> **What is being asked**: Pick out and copy every line below that has the word "points".

> **Data under study**:

........

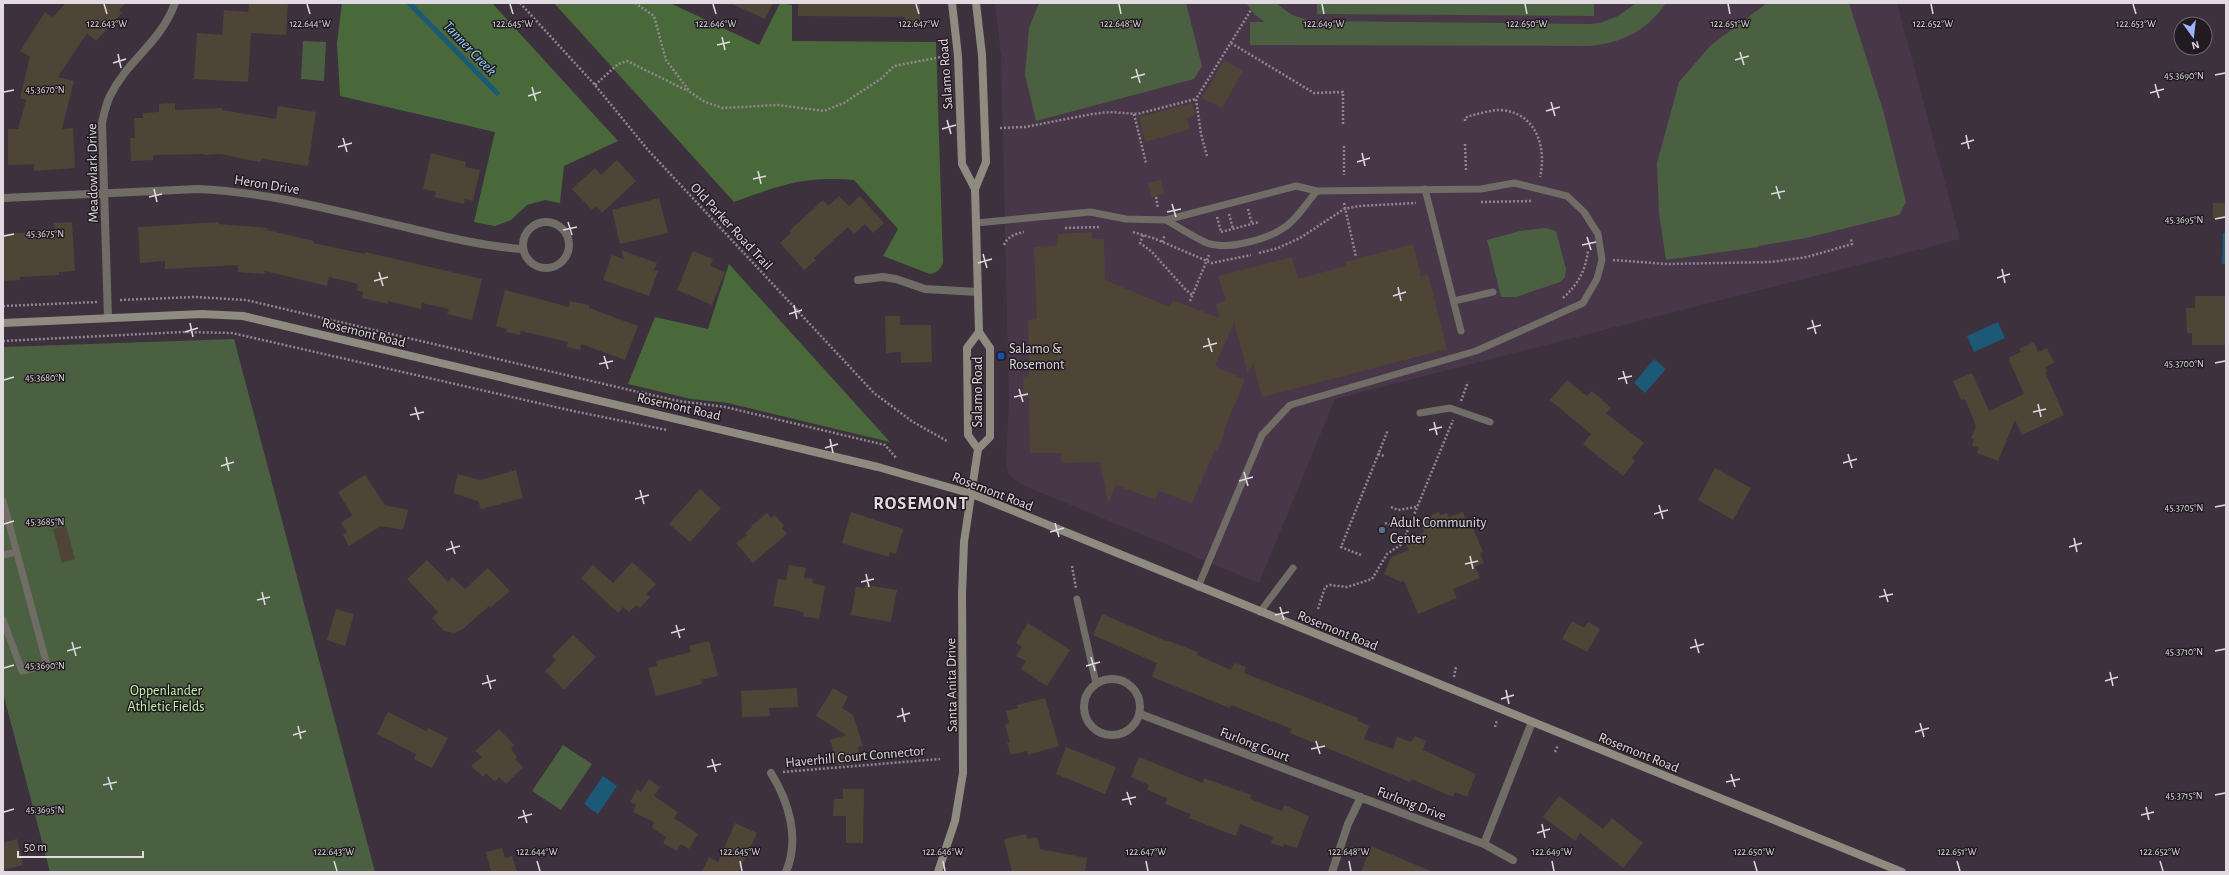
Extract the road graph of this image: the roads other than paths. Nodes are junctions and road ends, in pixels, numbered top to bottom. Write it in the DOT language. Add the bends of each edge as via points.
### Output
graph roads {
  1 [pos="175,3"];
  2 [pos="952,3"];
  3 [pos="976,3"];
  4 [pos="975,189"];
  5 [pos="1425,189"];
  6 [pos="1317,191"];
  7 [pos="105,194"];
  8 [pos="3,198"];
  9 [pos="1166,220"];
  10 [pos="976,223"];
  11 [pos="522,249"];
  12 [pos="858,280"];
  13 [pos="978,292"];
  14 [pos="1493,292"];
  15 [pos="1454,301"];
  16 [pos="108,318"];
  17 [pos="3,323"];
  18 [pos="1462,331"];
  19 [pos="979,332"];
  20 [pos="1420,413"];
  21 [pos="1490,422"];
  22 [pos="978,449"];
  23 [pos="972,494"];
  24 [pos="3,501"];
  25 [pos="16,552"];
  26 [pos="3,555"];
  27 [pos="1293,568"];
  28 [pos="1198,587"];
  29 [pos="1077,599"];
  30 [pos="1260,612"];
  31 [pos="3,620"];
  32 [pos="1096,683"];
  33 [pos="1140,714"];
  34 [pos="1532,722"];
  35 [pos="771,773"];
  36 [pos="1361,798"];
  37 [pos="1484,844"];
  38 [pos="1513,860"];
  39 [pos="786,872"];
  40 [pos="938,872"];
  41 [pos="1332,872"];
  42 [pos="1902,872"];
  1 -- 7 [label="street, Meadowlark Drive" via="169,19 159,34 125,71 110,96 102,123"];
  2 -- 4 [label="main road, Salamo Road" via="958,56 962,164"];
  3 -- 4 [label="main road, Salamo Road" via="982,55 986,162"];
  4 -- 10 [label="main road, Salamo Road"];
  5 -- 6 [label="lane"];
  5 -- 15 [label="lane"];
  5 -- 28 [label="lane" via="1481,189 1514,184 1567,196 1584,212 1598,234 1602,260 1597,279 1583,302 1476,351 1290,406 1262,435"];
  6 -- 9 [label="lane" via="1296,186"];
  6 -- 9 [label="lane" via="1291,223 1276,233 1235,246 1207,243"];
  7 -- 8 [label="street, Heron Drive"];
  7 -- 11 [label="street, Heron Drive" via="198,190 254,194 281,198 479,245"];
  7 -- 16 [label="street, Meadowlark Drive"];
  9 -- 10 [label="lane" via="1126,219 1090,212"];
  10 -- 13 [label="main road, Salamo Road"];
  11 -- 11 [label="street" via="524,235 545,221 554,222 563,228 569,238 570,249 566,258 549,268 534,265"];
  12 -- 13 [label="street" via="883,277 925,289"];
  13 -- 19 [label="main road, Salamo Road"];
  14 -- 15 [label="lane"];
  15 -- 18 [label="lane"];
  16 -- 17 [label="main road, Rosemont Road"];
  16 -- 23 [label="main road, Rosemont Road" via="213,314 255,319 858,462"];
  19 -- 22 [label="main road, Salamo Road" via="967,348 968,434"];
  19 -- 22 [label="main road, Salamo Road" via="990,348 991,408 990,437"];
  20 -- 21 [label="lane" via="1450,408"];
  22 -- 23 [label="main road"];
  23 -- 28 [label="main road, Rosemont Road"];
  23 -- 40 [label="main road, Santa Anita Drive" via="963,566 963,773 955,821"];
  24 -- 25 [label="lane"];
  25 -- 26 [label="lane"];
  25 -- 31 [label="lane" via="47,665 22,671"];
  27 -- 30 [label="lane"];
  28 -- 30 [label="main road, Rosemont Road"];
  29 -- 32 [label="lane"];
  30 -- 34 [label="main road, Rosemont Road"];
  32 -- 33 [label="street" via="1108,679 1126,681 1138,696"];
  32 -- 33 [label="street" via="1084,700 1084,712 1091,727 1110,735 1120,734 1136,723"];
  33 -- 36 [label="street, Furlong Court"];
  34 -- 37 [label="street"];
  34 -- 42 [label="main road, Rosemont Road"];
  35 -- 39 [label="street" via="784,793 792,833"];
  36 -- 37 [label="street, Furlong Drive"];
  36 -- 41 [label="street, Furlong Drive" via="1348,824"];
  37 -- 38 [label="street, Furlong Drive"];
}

........

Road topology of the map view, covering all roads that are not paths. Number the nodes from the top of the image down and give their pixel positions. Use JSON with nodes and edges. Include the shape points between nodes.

........

> **Response**:
Extract the road graph of this image: the roads other than paths. Nodes are junctions and road ends, in pixels, numbered top to bottom. Write it in the DOT language. Add the bends of each edge as via points.
Road topology of the map view, covering all roads that are not paths. Number the nodes from the top of the image down and give their pixel positions. Use JSON with nodes and edges. Include the shape points between nodes.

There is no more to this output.